We didn't start this - and I feel no need to apologise for pulling back the curtain on the abuse of human intellect that goes by the name of religion.

Other Comments by thirdchimpanzee

46. Comment #84610 by windweaver on November 2, 2007 at 8:31 pm

 avatar
athiests should maintain, if not escalate, their openly hyper-dogmatic hostility towards those religious boobs


I'm going to be "hyper-dogmatic" here Bizarro and ask you to respond to the article below:

http://www.stephenjaygould.org/ctrl/news/file021.html

Other Comments by windweaver

47. Comment #84611 by Diacanu on November 2, 2007 at 8:46 pm

 avatarBelieve it or not, I'm walking on air.
I never thought I could feel so free-hee-hee.
Flying away on a wing and a prayer.
Who could it be?
Believe it or not, it's just meee.

Other Comments by Diacanu

48. Comment #84620 by Bizarro Dawkins on November 2, 2007 at 11:16 pm

Windreaver,

That article is very outdated and filled with strawmen and oversimplifications. Aig actually wrote an article called "Arguments Creationists Should Not Use" and I'm sure you'll find many of the points Gould makes in that article.

All of those arguments are old arguments that I've dealt with many times before. Since 97, with the rise of Aig, I believe most if not all of those arguments are irrelevant, and as senior bio major, I'm more than familiar with them.

While I'm not going to address each point as it would obviously take too much time to answer each one sufficiently, I would like to point out something I found to be very disturbing:

"As it happens, scientists have deduced the nature of an evolutionary path that a primitive blood-clotting mechanism could have followed to evolve the more complex cascade."

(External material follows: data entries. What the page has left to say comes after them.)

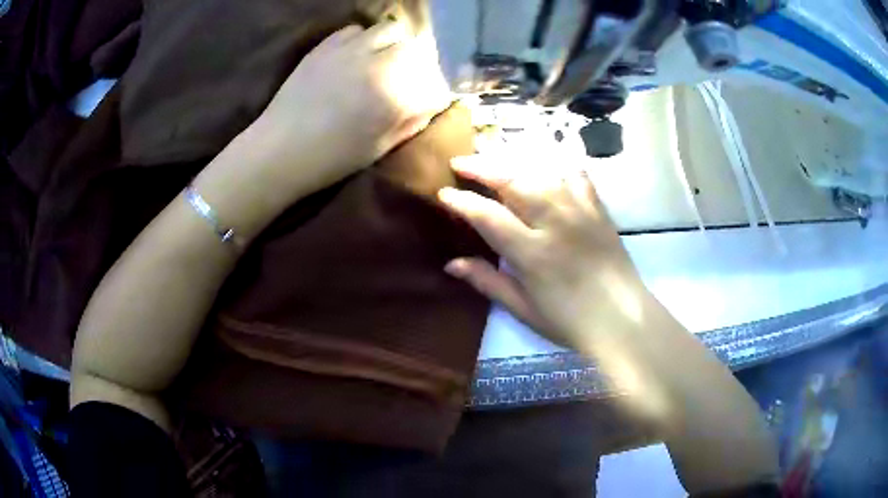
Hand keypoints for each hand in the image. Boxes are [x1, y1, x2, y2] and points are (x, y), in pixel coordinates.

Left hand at [259, 20, 452, 186]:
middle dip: (418, 63)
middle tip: (407, 77)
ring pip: (390, 30)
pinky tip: (356, 55)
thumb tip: (430, 102)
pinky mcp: (327, 46)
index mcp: (396, 98)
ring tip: (383, 59)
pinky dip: (364, 39)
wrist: (280, 150)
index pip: (435, 82)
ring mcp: (351, 51)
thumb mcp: (380, 148)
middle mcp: (379, 66)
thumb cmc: (331, 158)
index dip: (435, 90)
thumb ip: (411, 121)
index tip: (428, 99)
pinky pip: (357, 29)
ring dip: (394, 44)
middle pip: (417, 49)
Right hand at [438, 152, 651, 349]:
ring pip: (540, 172)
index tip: (443, 194)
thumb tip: (451, 264)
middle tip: (460, 163)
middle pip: (513, 181)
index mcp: (532, 253)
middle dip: (481, 167)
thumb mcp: (523, 309)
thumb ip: (488, 282)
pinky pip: (576, 175)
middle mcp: (555, 222)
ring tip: (494, 161)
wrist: (622, 318)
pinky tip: (546, 167)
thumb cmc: (570, 321)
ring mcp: (580, 211)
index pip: (487, 215)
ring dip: (512, 163)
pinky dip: (557, 167)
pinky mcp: (598, 209)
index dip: (461, 201)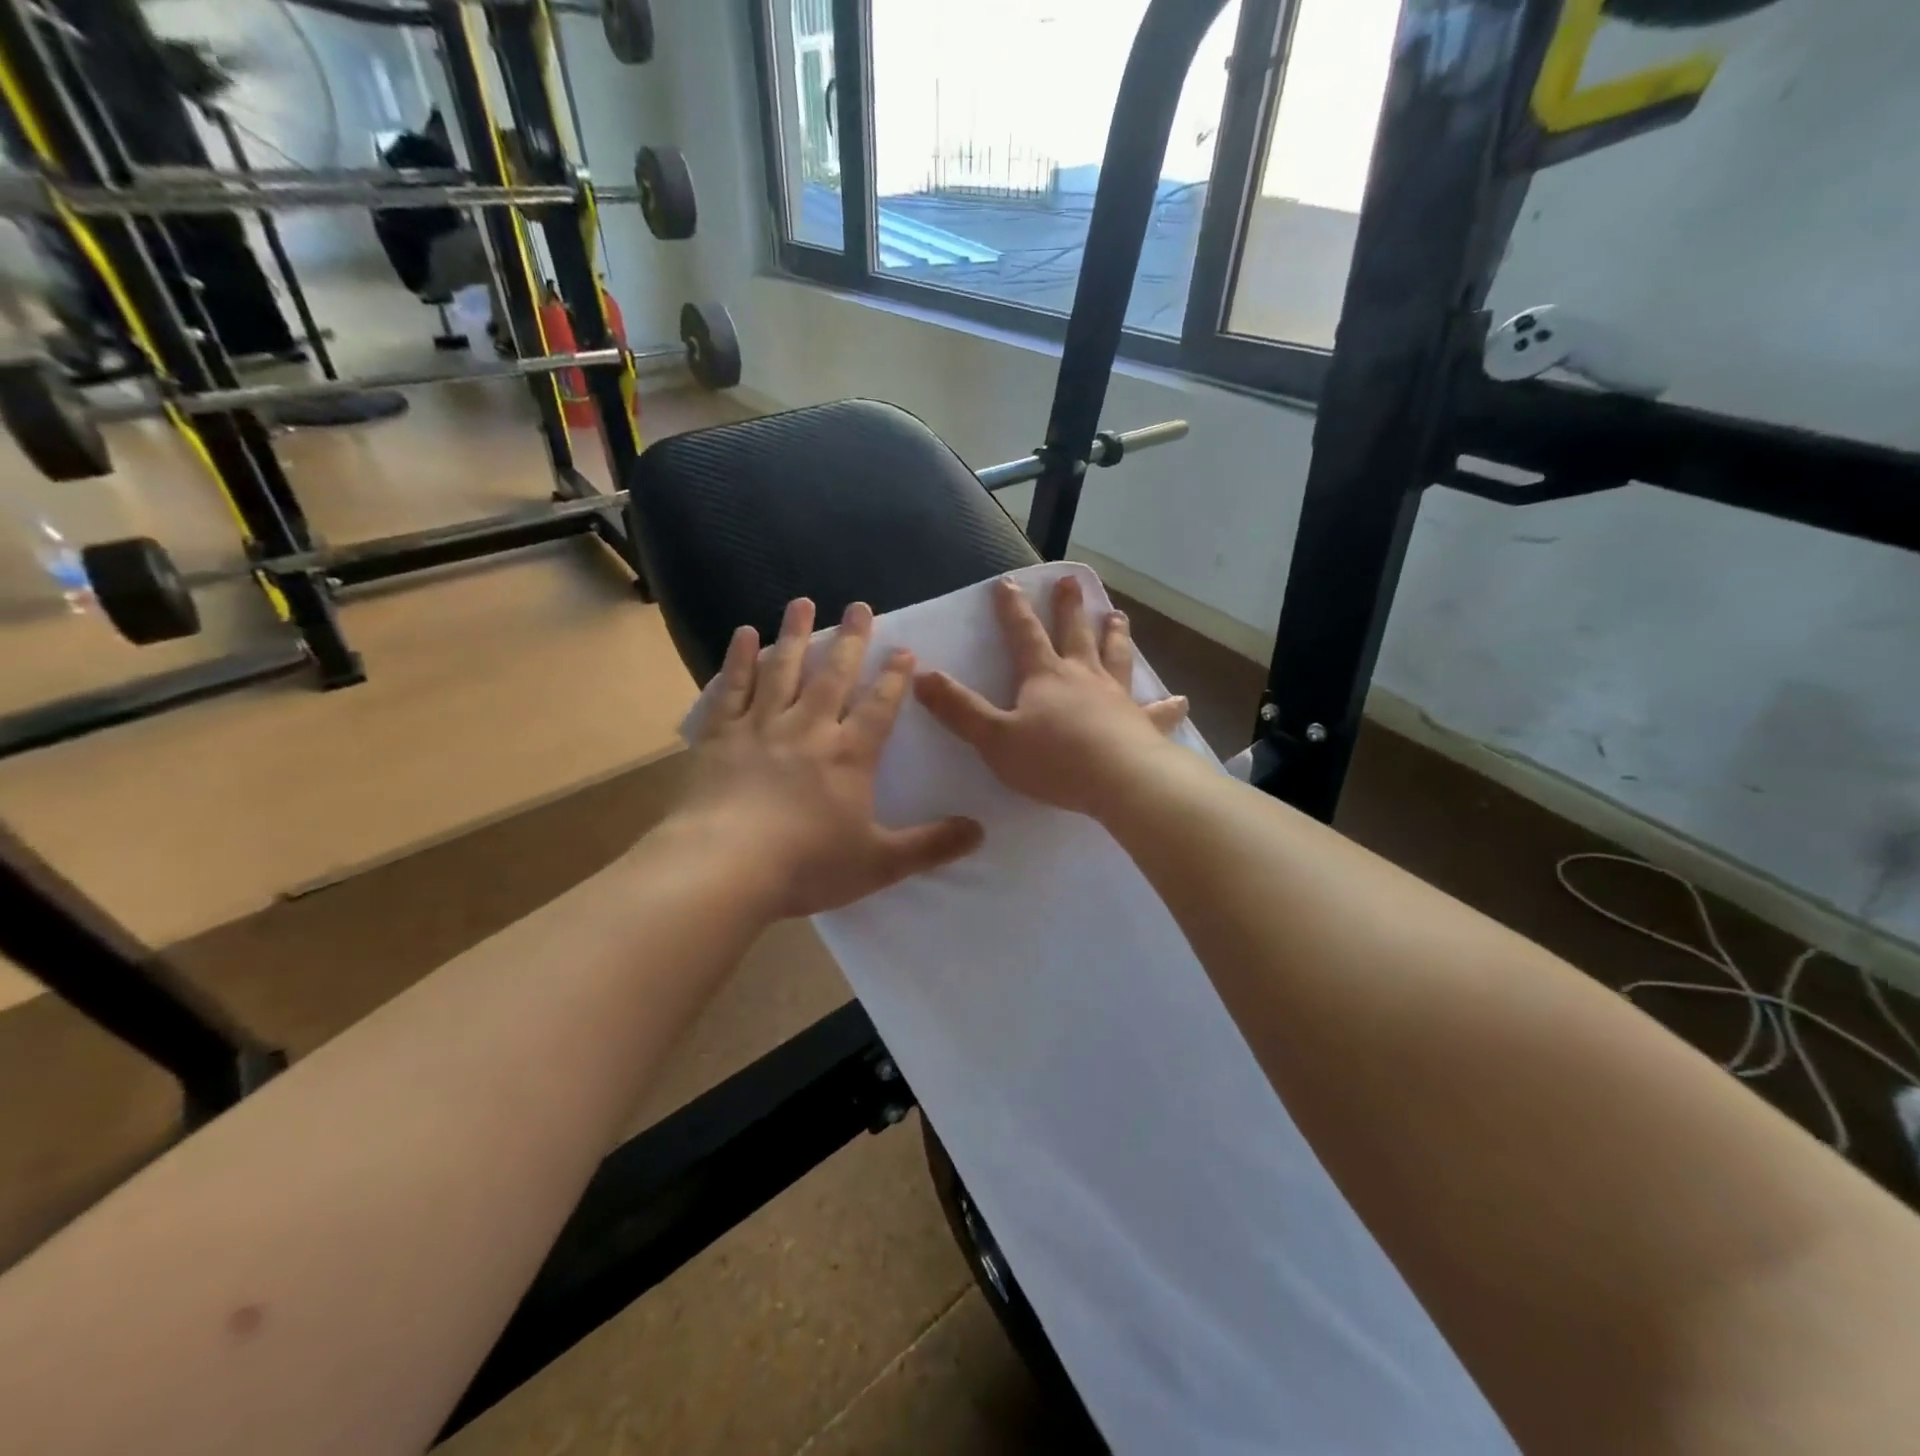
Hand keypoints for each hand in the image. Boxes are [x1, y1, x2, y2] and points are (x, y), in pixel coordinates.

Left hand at [671, 598, 984, 921]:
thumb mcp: (880, 863)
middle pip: (833, 675)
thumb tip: (980, 832)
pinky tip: (745, 635)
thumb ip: (931, 846)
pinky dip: (739, 659)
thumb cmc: (807, 865)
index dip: (894, 678)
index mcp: (849, 755)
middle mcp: (809, 728)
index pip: (879, 707)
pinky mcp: (720, 736)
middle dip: (850, 640)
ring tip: (803, 602)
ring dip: (795, 634)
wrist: (725, 867)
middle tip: (859, 606)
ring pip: (783, 669)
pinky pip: (732, 688)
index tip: (904, 650)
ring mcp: (761, 727)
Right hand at [914, 575, 1188, 817]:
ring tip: (1118, 616)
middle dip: (1069, 608)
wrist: (1119, 781)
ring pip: (1115, 658)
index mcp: (1044, 676)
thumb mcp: (994, 737)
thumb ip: (959, 709)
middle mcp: (1082, 677)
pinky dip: (1166, 706)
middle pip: (1075, 634)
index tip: (1009, 582)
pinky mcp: (1141, 724)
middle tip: (1072, 582)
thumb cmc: (1052, 760)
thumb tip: (921, 675)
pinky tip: (1180, 701)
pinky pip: (1155, 711)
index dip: (1013, 609)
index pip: (1024, 634)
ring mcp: (1115, 698)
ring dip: (1115, 636)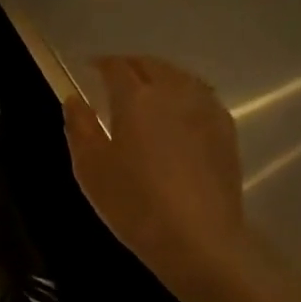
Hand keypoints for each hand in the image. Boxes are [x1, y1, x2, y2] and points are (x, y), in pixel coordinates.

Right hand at [63, 56, 249, 295]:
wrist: (197, 237)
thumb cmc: (134, 204)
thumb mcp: (91, 169)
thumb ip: (79, 128)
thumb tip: (74, 100)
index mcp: (136, 98)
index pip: (116, 66)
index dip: (101, 63)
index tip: (90, 68)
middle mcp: (173, 92)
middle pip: (152, 65)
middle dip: (131, 65)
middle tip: (116, 77)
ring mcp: (205, 109)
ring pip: (180, 77)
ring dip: (160, 76)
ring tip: (148, 90)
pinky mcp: (226, 130)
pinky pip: (201, 97)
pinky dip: (184, 94)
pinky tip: (179, 113)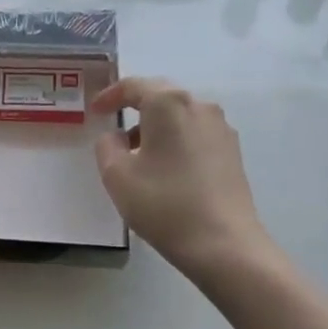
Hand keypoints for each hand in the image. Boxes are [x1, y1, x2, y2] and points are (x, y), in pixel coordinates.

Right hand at [93, 77, 273, 279]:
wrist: (223, 243)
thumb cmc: (164, 204)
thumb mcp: (117, 175)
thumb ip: (107, 146)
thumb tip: (116, 136)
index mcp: (168, 103)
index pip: (134, 86)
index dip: (110, 95)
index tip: (95, 111)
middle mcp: (199, 106)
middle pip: (161, 96)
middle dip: (135, 108)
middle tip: (114, 126)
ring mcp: (221, 128)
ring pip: (180, 116)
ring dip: (157, 127)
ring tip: (138, 154)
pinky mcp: (233, 151)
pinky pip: (196, 134)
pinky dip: (176, 141)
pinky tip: (166, 169)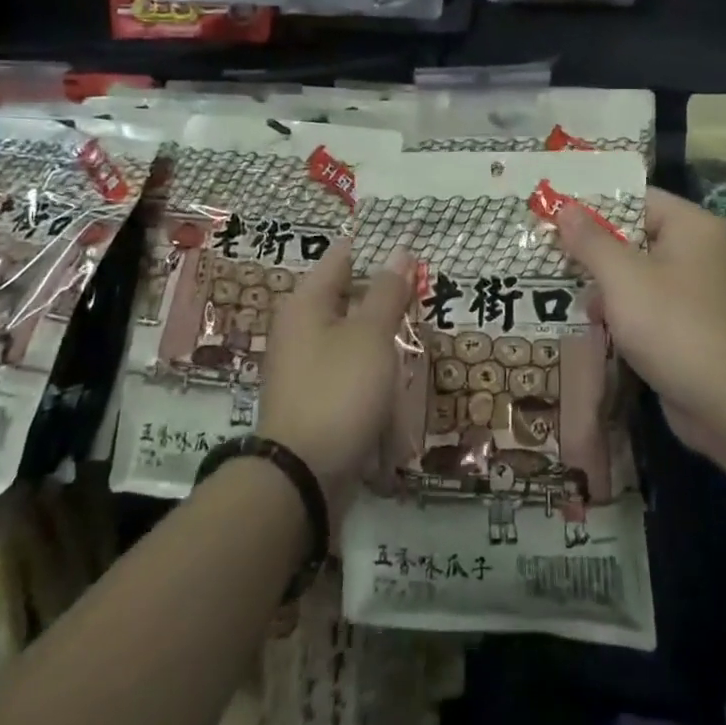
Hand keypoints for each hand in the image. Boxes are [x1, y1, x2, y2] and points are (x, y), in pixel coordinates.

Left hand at [256, 239, 413, 511]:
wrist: (302, 477)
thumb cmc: (338, 391)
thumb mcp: (371, 336)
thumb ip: (387, 293)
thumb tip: (399, 252)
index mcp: (306, 303)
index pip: (343, 256)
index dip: (377, 249)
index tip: (413, 247)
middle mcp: (300, 328)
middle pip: (349, 296)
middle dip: (386, 294)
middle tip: (425, 290)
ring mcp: (306, 366)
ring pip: (353, 335)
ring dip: (384, 334)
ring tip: (420, 331)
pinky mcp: (317, 398)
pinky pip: (350, 369)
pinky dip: (374, 368)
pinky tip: (400, 374)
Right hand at [554, 187, 725, 456]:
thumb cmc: (672, 325)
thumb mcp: (622, 277)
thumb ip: (591, 240)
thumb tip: (565, 207)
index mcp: (695, 227)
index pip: (641, 200)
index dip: (598, 207)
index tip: (562, 219)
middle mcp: (708, 252)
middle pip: (643, 237)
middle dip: (601, 252)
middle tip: (560, 259)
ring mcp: (709, 292)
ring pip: (649, 275)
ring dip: (613, 286)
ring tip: (577, 299)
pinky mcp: (705, 327)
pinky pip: (661, 305)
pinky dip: (633, 312)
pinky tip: (603, 326)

Notice the word "could". This means that, in plainer words, Gould's assertion is a mere speculation. The process has never been observed nor is it implied by any existing evidence. Is this Gould's idea of science?

Besides this, I believe that the question of God's existence transcends science and is something more of a philosophical endeavor. Is the science important? Absolutely. However, what many forget is that science is an institution founded by people and composed of people. "Science" will therefore invariably be the projection of various individuals' personal beliefs, at the least on the level of origins science. In other words, philosophy determines scientific conclusions to a monumental degree.

Other Comments by Bizarro Dawkins

49. Comment #84623 by Diacanu on November 2, 2007 at 11:30 pm

 avatar
"Science" will therefore invariably be the projection of various individuals' personal beliefs,


*Closes eyes, smacks forehead, shakes head, sighs*

Science isn't a fucking belief, it's based on EVIDENCE.

You can believe the sky is pink to your heart's content, but the evidence will never back you up.

Other Comments by Diacanu

50. Comment #84626 by Veronique on November 3, 2007 at 12:16 am

 avatarDiacanu

Bizzaro Dawkins hasn't been around for a while. He is a religite troll who wastes everyone's time. Try not to feed him (as you tried to help us with Scooter:-)).

He goes to Liberty Uni or one of the faith universities and is doing biology. I have no idea how he compartmentalises and have no desire to know. He is cognitively dissonant and drives us all batty.

Don't bruise your forehead:-) He's not worth it.